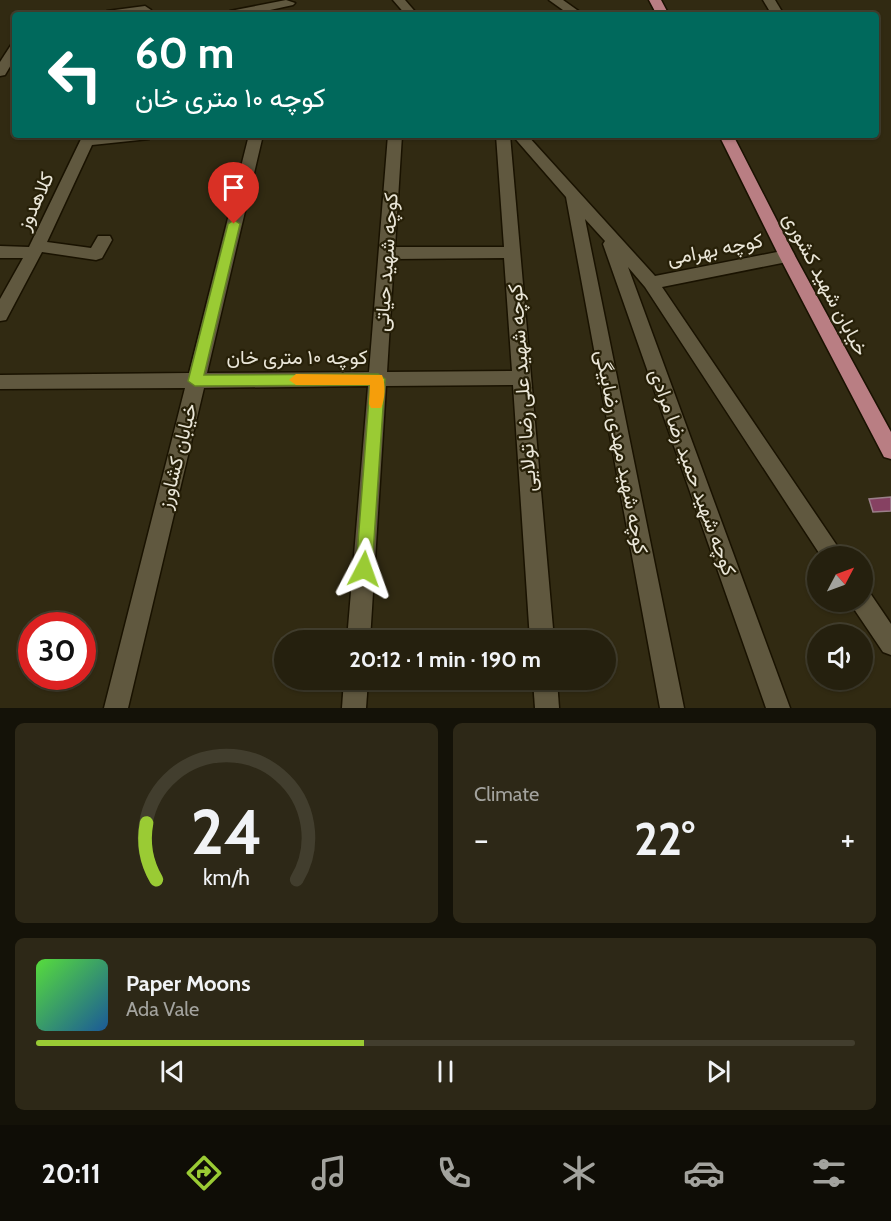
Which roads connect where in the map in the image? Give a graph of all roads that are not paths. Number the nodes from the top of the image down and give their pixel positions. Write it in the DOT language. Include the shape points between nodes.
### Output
graph roads {
  1 [pos="555,0"];
  2 [pos="288,6"];
  3 [pos="145,8"];
  4 [pos="123,12"];
  5 [pos="249,12"];
  6 [pos="573,12"];
  7 [pos="12,53"];
  8 [pos="0,72"];
  9 [pos="88,138"];
  10 [pos="255,138"];
  11 [pos="395,138"];
  12 [pos="503,138"];
  13 [pos="522,138"];
  14 [pos="728,138"];
  15 [pos="573,195"];
  16 [pos="608,236"];
  17 [pos="104,240"];
  18 [pos="36,250"];
  19 [pos="0,252"];
  20 [pos="512,252"];
  21 [pos="387,253"];
  22 [pos="787,256"];
  23 [pos="651,283"];
  24 [pos="0,315"];
  25 [pos="521,378"];
  26 [pos="378,379"];
  27 [pos="195,381"];
  28 [pos="0,382"];
  29 [pos="891,451"];
  30 [pos="826,546"];
  31 [pos="869,612"];
  32 [pos="360,630"];
  33 [pos="541,630"];
  34 [pos="891,644"];
  35 [pos="355,690"];
  36 [pos="545,690"];
  37 [pos="116,708"];
  38 [pos="354,708"];
  39 [pos="547,708"];
  40 [pos="672,708"];
  41 [pos="777,708"];
  1 -- 6 [label="street"];
  2 -- 5 [label="street"];
  3 -- 4 [label="street"];
  7 -- 8 [label="street"];
  9 -- 18 [label="street, کلاهدوز"];
  10 -- 27 [label="street, خیابان کشاورز"];
  11 -- 21 [label="street, کوچه شهید حیاتی"];
  12 -- 20 [label="street, کوچه شهید علی رضا تولایی"];
  13 -- 15 [label="street"];
  14 -- 22 [label="main road, خیابان شهید کشوری"];
  15 -- 16 [label="street"];
  15 -- 40 [label="street, کوچه شهید مهدی رضابیگی"];
  16 -- 23 [label="street"];
  16 -- 41 [label="street, کوچه شهید حمید رضا مرادی"];
  17 -- 18 [label="street" via="96,254"];
  18 -- 19 [label="street"];
  18 -- 24 [label="street, کلاهدوز"];
  20 -- 21 [label="street"];
  20 -- 25 [label="street, کوچه شهید علی رضا تولایی"];
  21 -- 26 [label="street, کوچه شهید حیاتی"];
  22 -- 23 [label="street, کوچه بهرامی"];
  22 -- 29 [label="main road, خیابان شهید کشوری"];
  23 -- 30 [label="street"];
  25 -- 26 [label="street, کوچه ۱۰ متری خان"];
  25 -- 33 [label="street, کوچه شهید علی رضا تولایی"];
  26 -- 27 [label="street, کوچه ۱۰ متری خان"];
  26 -- 32 [label="street, کوچه شهید حیاتی"];
  27 -- 28 [label="street, کوچه ۱۰ متری خان"];
  27 -- 37 [label="street, خیابان کشاورز"];
  31 -- 34 [label="street"];
  35 -- 38 [label="street"];
  36 -- 39 [label="street"];
}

____________

> [What to do]: Every entry above is to be repeated word for word, with all pictures omitted.

> [Solution to this exercise]:
Which roads connect where in the map in the image? Give a graph of all roads that are not paths. Number the nodes from the top of the image down and give their pixel positions. Write it in the DOT language. Include the shape points between nodes.
### Output
graph roads {
  1 [pos="555,0"];
  2 [pos="288,6"];
  3 [pos="145,8"];
  4 [pos="123,12"];
  5 [pos="249,12"];
  6 [pos="573,12"];
  7 [pos="12,53"];
  8 [pos="0,72"];
  9 [pos="88,138"];
  10 [pos="255,138"];
  11 [pos="395,138"];
  12 [pos="503,138"];
  13 [pos="522,138"];
  14 [pos="728,138"];
  15 [pos="573,195"];
  16 [pos="608,236"];
  17 [pos="104,240"];
  18 [pos="36,250"];
  19 [pos="0,252"];
  20 [pos="512,252"];
  21 [pos="387,253"];
  22 [pos="787,256"];
  23 [pos="651,283"];
  24 [pos="0,315"];
  25 [pos="521,378"];
  26 [pos="378,379"];
  27 [pos="195,381"];
  28 [pos="0,382"];
  29 [pos="891,451"];
  30 [pos="826,546"];
  31 [pos="869,612"];
  32 [pos="360,630"];
  33 [pos="541,630"];
  34 [pos="891,644"];
  35 [pos="355,690"];
  36 [pos="545,690"];
  37 [pos="116,708"];
  38 [pos="354,708"];
  39 [pos="547,708"];
  40 [pos="672,708"];
  41 [pos="777,708"];
  1 -- 6 [label="street"];
  2 -- 5 [label="street"];
  3 -- 4 [label="street"];
  7 -- 8 [label="street"];
  9 -- 18 [label="street, کلاهدوز"];
  10 -- 27 [label="street, خیابان کشاورز"];
  11 -- 21 [label="street, کوچه شهید حیاتی"];
  12 -- 20 [label="street, کوچه شهید علی رضا تولایی"];
  13 -- 15 [label="street"];
  14 -- 22 [label="main road, خیابان شهید کشوری"];
  15 -- 16 [label="street"];
  15 -- 40 [label="street, کوچه شهید مهدی رضابیگی"];
  16 -- 23 [label="street"];
  16 -- 41 [label="street, کوچه شهید حمید رضا مرادی"];
  17 -- 18 [label="street" via="96,254"];
  18 -- 19 [label="street"];
  18 -- 24 [label="street, کلاهدوز"];
  20 -- 21 [label="street"];
  20 -- 25 [label="street, کوچه شهید علی رضا تولایی"];
  21 -- 26 [label="street, کوچه شهید حیاتی"];
  22 -- 23 [label="street, کوچه بهرامی"];
  22 -- 29 [label="main road, خیابان شهید کشوری"];
  23 -- 30 [label="street"];
  25 -- 26 [label="street, کوچه ۱۰ متری خان"];
  25 -- 33 [label="street, کوچه شهید علی رضا تولایی"];
  26 -- 27 [label="street, کوچه ۱۰ متری خان"];
  26 -- 32 [label="street, کوچه شهید حیاتی"];
  27 -- 28 [label="street, کوچه ۱۰ متری خان"];
  27 -- 37 [label="street, خیابان کشاورز"];
  31 -- 34 [label="street"];
  35 -- 38 [label="street"];
  36 -- 39 [label="street"];
}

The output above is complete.